Use next.arcs[].set when the value belongs to a specific transition and must only be written if that arc is selected.

Example:

next:
spec:
mode: exclusive
arcs:
- step: validate
set:
ctx.validation_ref: "{{ output.ref }}"

6.4 Ordering

When both step-level and arc-level assignment exist, execution order is:

  1. the step or composite tool completes
  2. step-level set is applied
  3. next arc conditions are evaluated
  4. the selected arc-level set is applied
  5. the destination step is scheduled

6.5 Parallel safety

In parallel loops:

  • iter.* writes are allowed for the current iteration
  • step.* writes are allowed for the current step execution
  • ctx.* writes must follow deterministic merge policy or be explicitly allowed by runtime rules

7. Reference-Only Result Model

7.1 Rule

Large payloads are not carried inline in step events. They are externalized and represented by output.ref.

Downstream full payload access must happen through explicit resolution.

7.2 Reference naming convention in set

When assigning a reference, the target variable name must end with _ref.

Example:

set:
ctx.patient_records_ref: "{{ output.ref }}"

This tells both humans and agents that the value is a locator, not hydrated data.

7.3 Hydrated data assignment

If a step wants to store hydrated payload content:

set:
ctx.patient_records: "{{ output.data }}"

This is distinct from assigning a reference.

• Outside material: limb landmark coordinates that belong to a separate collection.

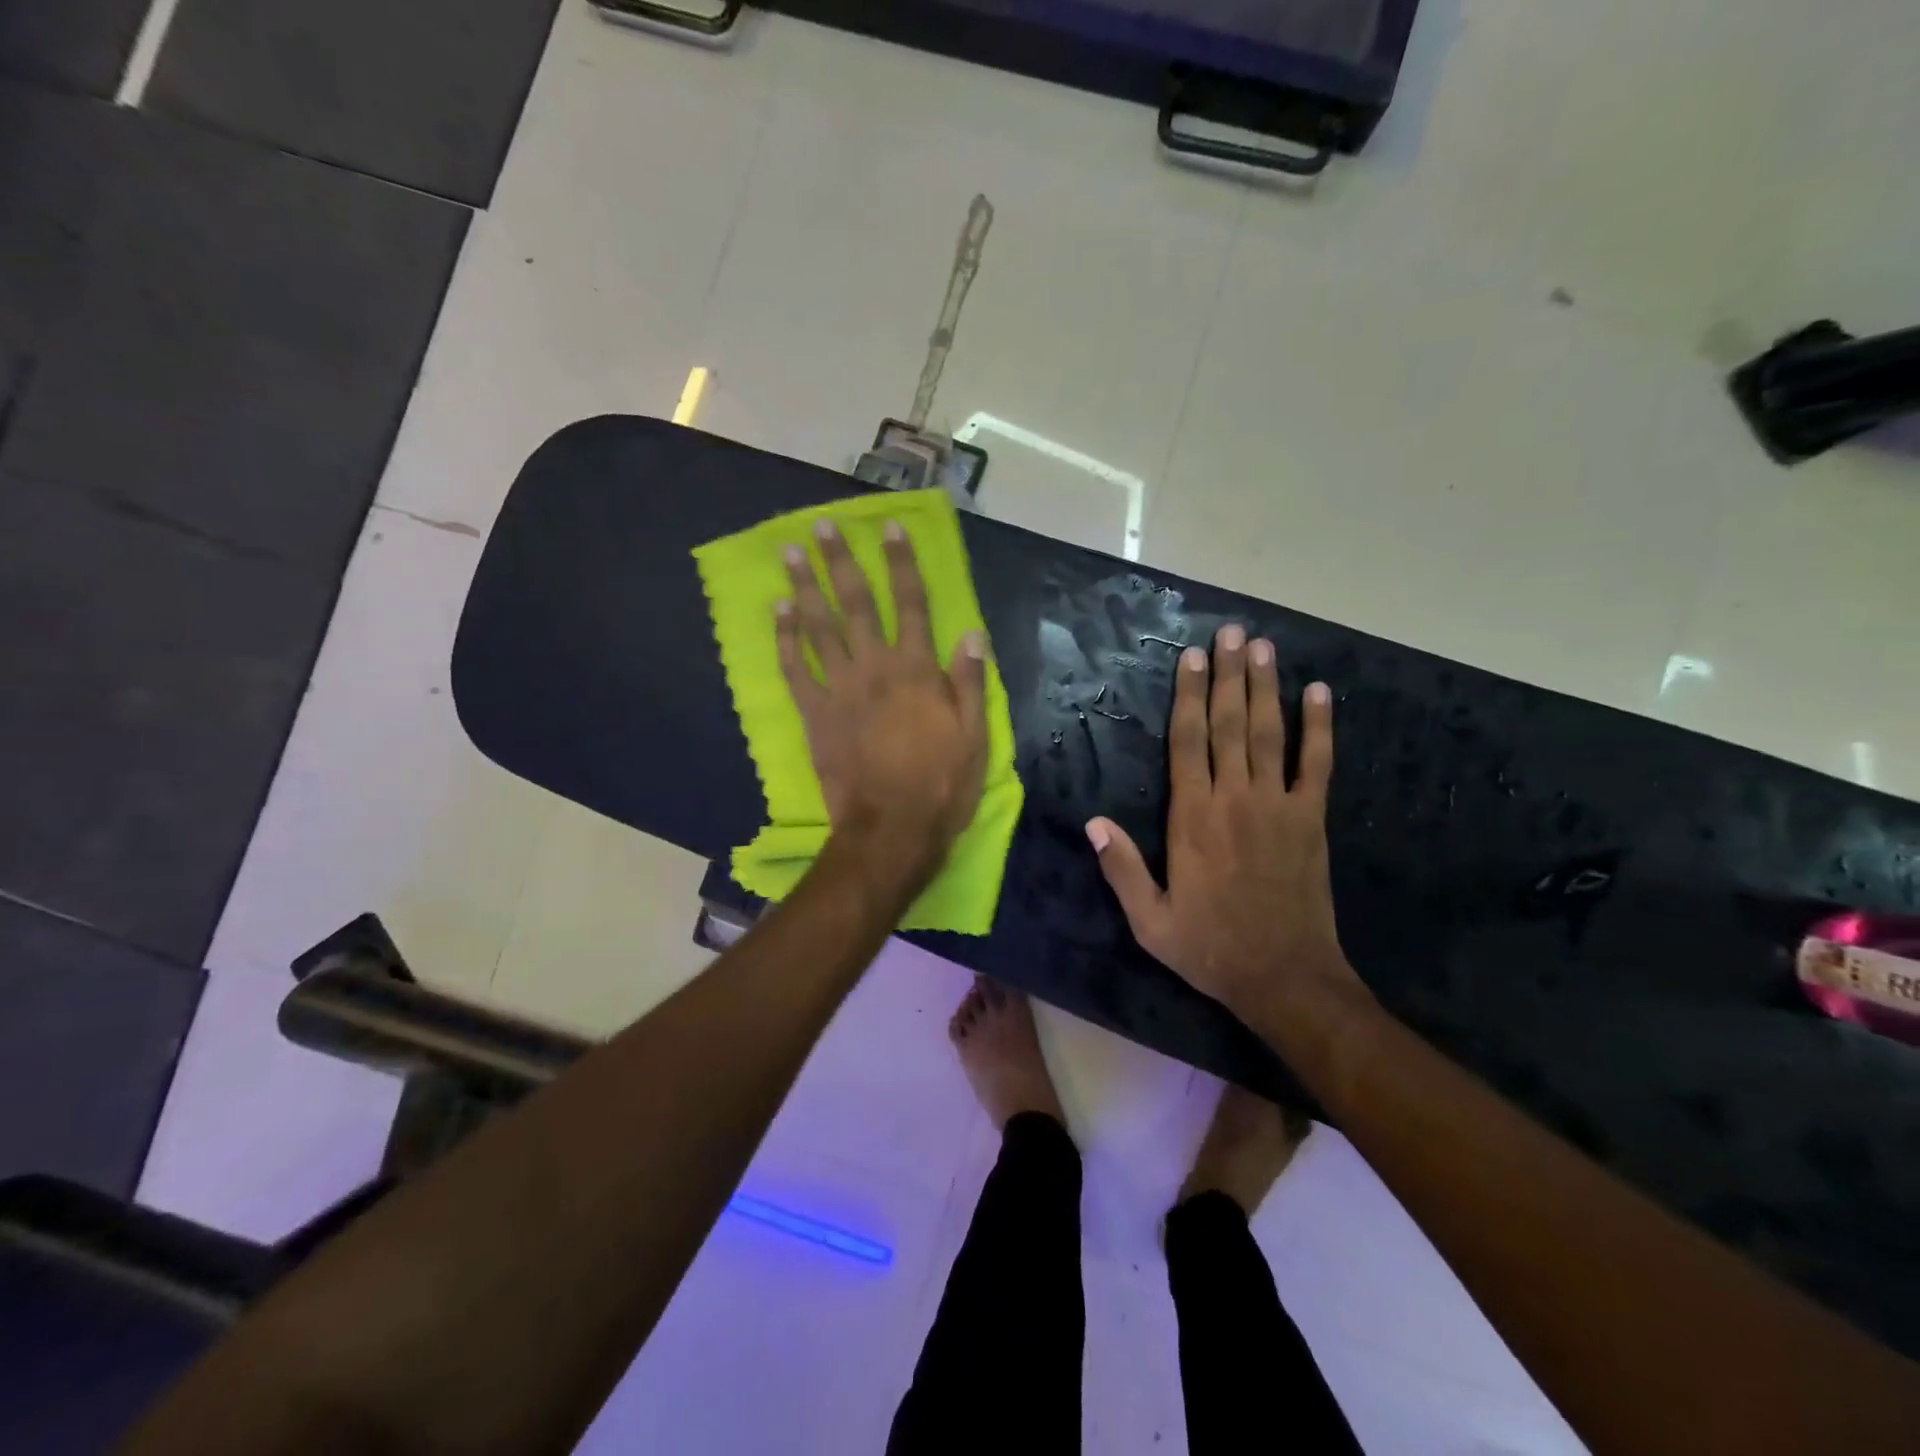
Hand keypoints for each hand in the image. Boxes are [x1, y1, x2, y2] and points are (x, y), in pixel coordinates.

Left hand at [777, 517, 988, 885]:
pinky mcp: (815, 715)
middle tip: (822, 526)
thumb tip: (971, 633)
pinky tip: (777, 612)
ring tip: (791, 553)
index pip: (911, 603)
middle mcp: (876, 668)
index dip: (902, 563)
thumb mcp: (975, 737)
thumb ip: (970, 682)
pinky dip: (784, 640)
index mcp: (918, 671)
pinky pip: (795, 670)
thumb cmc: (941, 786)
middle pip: (856, 604)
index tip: (890, 528)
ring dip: (805, 588)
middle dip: (841, 562)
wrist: (891, 830)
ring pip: (819, 628)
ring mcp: (840, 690)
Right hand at [1086, 625, 1362, 1027]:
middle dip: (1228, 675)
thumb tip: (1092, 822)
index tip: (1192, 657)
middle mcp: (1235, 799)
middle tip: (1231, 632)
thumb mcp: (1149, 920)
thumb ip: (1121, 868)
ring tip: (1263, 647)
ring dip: (1265, 687)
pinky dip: (1319, 727)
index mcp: (1192, 818)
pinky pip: (1316, 764)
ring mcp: (1278, 805)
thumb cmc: (1210, 947)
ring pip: (1269, 734)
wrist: (1285, 977)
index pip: (1187, 743)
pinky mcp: (1311, 819)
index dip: (1189, 696)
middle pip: (1229, 724)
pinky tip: (1318, 693)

7.4 Reference object requirements

A reference object must make retrieval explicit. It must include enough information to determine:

  • where the data is stored
  • what channel or protocol is needed to retrieve it
  • which credential or auth reference is required
  • integrity and metadata details

Normalized author-facing shape:

output:
ref:
type: relational | nats | object_store | blob
locator: {}
auth_reference: "keychain/main"
meta:
content_type: "application/json"
bytes: 102400
sha256: "..."
ttl: "24h"

7.5 Resolution rule

A step must not read full business payload fields directly from a reference object.

To access payload content, the step must call a resolver-capable tool.

Example:

- step: resolve_records
input:
records_ref: "{{ ctx.patient_records_ref }}"
tool:
kind: resolve
input:
ref: "{{ input.records_ref }}"
set:
step.records: "{{ output.data }}"

8. Workbook and Playbook Reuse

8.1 Inline tool reuse vs playbook call

Inline composite tool programs are local state machines inside a workflow step.

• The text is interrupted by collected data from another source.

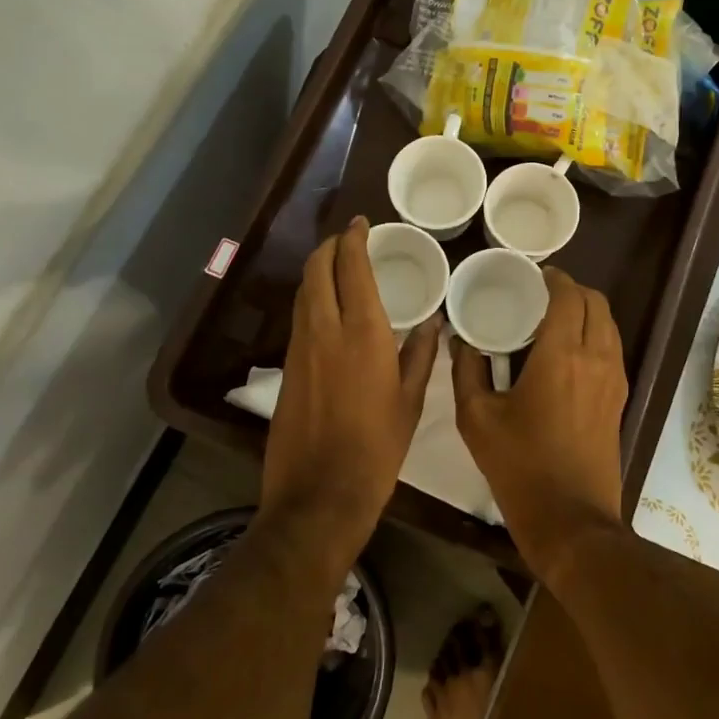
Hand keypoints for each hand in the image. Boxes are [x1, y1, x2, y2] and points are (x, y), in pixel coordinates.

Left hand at [263, 217, 440, 568]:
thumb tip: (431, 323)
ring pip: (303, 292)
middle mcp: (325, 330)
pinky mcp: (287, 367)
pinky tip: (329, 309)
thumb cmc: (377, 448)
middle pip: (316, 269)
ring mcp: (300, 348)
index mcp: (363, 333)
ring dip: (318, 270)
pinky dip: (312, 298)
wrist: (319, 494)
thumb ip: (421, 355)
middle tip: (349, 239)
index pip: (351, 267)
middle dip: (330, 246)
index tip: (363, 224)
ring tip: (339, 266)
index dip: (354, 239)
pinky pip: (299, 317)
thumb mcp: (411, 401)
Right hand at [451, 267, 627, 579]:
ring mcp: (614, 379)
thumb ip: (466, 370)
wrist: (571, 520)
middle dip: (572, 289)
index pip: (568, 295)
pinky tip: (567, 351)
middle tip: (541, 294)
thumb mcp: (477, 419)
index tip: (533, 275)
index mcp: (561, 355)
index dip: (553, 278)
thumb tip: (460, 339)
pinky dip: (595, 334)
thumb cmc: (520, 467)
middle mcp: (596, 357)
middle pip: (596, 302)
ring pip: (609, 324)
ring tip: (554, 318)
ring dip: (586, 310)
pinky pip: (612, 348)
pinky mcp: (619, 398)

kind: playbook is a separate execution boundary with:

  • its own execution instance
  • its own scopes
  • its own event log
  • returned output consumed by the caller

Because of that, child playbook calls do not overlap with the caller’s tool item namespace.

8.2 Workbook guidance

A workbook-like local reusable unit is only justified if you need an intermediate callable boundary between:

  • inline local tool logic
  • full child playbook execution

If such a mechanism exists, it must behave as a call boundary, not as macro expansion into the caller’s local item namespace.

9. Validation Rules

  1. tool may be a mapping or a list.
  2. next performs routing and may carry transition-scoped set, but must not carry cross-step payload input.
  3. input, output, and set are valid at step level and tool-item level.
  4. set must not be nested under spec.
  5. _ref targets must receive reference objects.
  6. Non-_ref targets must not receive unresolved references.
  7. output.data is the only author-facing payload field; author-facing result is disallowed.
  8. Author-facing outcome is disallowed and replaced by output.
  9. args is disallowed in new authoring and replaced by input.

10. Migration Summary

Replace:

  • args -> input
  • outcome -> output
  • result payload access -> output.data
  • result_ref -> output.ref
  • set_ctx / set_iter -> set
  • next.arcs[].args -> next.arcs[].set or step-level set, plus consumer input

11. Refactoring Goal

The target model is:

  • workflow
  • step
  • tool
  • input
  • output
  • set
  • spec
  • next

This model must be used consistently so that AI-generated refactoring and future development have one unambiguous author-facing surface.